L'économie britannique se contracte de 0,1 % en avril sous l'effet du choc énergétique de la guerre en Iran
L'économie britannique s'est contractée de 0,1 % en avril après une expansion de 0,3 % en mars, alors que la hausse des prix de l'énergie due à la guerre en Iran et à la fermeture du détroit d'Ormuz a pesé sur les finances des ménages et la production de services.
Chiffres clés
L'économie britannique s'est contractée de 0,1 % en avril, selon des données publiées aujourd'hui par l'Office for National Statistics.
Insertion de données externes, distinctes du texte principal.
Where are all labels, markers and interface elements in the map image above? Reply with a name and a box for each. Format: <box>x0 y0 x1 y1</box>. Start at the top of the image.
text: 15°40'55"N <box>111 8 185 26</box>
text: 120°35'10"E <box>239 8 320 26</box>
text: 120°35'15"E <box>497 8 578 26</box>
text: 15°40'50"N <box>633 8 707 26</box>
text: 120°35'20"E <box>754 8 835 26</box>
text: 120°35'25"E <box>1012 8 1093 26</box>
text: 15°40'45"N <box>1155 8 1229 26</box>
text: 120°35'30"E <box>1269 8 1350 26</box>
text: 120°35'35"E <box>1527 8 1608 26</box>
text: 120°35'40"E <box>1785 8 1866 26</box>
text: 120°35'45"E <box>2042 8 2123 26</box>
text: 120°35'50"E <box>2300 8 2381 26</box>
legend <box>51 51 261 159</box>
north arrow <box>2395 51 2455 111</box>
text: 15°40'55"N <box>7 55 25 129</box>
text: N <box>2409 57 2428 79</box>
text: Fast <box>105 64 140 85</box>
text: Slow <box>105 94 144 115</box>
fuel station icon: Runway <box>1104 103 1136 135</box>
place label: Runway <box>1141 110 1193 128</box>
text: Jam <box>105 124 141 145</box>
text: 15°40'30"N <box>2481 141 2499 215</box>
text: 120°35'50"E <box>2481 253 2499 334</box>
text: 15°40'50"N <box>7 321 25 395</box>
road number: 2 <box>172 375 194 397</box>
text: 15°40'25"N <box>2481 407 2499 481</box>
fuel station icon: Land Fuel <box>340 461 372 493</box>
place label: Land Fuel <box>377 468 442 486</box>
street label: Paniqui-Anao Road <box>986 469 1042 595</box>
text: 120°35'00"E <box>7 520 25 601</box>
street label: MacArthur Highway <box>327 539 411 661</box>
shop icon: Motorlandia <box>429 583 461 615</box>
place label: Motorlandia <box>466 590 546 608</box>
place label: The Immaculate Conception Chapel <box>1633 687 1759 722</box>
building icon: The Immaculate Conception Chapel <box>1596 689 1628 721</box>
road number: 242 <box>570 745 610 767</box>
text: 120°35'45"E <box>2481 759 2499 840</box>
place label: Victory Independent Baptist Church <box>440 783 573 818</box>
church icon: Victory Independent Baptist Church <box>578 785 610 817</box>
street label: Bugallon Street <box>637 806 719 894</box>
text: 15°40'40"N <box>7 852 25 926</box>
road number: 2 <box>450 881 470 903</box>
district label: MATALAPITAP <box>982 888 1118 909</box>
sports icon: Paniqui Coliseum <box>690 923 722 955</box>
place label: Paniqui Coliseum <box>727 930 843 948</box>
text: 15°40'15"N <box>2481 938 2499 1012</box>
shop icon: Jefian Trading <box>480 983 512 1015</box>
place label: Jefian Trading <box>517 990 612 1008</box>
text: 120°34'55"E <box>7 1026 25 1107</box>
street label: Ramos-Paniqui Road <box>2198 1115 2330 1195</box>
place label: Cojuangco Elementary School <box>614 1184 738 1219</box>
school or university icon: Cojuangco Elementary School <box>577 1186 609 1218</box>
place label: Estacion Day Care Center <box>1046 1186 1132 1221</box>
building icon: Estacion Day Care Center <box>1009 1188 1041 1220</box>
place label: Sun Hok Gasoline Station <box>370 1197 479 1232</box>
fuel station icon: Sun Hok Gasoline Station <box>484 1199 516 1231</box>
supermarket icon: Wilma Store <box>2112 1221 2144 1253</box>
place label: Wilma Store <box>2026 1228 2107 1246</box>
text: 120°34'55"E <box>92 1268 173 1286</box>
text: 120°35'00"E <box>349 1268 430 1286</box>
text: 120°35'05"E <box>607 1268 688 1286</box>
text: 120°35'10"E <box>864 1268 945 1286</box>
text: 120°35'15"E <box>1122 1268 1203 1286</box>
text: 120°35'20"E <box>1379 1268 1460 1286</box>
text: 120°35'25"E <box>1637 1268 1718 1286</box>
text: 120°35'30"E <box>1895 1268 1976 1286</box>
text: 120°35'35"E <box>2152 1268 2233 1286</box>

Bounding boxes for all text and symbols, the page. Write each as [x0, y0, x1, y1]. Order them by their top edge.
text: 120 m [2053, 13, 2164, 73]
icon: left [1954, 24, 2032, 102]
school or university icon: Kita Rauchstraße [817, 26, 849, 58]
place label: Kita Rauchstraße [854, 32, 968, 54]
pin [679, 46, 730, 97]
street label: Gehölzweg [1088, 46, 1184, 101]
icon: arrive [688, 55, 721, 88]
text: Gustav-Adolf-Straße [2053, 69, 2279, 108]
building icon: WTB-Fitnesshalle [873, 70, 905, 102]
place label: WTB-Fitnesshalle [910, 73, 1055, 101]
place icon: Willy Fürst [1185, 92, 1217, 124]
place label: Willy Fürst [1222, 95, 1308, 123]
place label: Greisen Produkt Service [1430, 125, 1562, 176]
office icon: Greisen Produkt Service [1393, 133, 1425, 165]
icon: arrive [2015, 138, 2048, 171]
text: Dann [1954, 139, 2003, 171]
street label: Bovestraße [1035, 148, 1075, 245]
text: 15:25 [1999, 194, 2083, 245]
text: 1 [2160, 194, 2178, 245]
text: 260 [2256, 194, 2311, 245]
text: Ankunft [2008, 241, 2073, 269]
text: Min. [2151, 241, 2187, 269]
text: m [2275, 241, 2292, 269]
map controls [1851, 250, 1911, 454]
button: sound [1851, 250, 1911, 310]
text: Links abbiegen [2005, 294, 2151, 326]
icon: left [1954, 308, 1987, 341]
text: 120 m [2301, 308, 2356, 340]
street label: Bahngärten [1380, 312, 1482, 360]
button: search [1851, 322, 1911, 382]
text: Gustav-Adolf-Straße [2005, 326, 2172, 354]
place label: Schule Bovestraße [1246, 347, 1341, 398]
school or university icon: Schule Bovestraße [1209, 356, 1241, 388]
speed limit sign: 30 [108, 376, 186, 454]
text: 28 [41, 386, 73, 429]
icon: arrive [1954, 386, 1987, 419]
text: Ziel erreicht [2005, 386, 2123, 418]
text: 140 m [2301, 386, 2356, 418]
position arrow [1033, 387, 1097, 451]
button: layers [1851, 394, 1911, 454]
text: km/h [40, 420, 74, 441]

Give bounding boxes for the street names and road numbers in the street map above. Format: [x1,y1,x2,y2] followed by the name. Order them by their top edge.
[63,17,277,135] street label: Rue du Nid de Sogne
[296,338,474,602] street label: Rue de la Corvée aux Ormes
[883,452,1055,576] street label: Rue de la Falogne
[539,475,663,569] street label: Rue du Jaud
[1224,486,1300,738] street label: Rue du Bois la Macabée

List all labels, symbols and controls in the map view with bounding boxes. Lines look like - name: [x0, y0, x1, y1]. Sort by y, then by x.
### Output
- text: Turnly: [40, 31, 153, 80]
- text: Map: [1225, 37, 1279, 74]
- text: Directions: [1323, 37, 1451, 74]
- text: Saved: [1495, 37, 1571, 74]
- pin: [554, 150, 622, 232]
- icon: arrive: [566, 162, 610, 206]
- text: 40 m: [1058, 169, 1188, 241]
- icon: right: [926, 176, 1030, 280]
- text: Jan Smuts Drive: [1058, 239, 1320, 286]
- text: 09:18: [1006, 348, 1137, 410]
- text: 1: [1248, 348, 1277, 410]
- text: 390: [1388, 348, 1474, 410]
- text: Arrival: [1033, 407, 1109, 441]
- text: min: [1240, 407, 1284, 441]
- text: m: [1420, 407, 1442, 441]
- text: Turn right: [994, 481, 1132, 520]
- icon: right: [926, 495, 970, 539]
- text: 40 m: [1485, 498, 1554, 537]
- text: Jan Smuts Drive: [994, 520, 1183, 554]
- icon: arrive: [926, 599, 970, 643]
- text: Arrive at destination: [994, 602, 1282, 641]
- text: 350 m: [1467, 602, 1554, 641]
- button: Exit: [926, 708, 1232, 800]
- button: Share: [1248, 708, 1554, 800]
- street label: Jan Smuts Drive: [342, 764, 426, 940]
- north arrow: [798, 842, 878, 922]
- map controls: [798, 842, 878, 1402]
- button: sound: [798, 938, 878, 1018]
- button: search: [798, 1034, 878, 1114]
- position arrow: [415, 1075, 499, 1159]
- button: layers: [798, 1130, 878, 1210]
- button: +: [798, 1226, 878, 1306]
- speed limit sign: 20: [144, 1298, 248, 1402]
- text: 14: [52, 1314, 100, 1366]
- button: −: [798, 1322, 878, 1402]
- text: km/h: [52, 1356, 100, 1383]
Cette contraction fait suite à une expansion de 0,3 % en mars, que les économistes attribuent aux ménages et aux entreprises qui se sont précipités pour dépenser avant que la guerre en Iran ne perturbe les chaînes d'approvisionnement et les marchés de l'énergie. Sur les trois mois jusqu'à avril, le PIB a augmenté de 0,7 %, mais le variation mensuelle a souligné l'impact soudain de la guerre. Le secteur des services, qui représente environ les quatre cinquièmes de la production britannique, a été le principal frein, bien que la production de construction ait augmenté pour compenser partiellement le déclin.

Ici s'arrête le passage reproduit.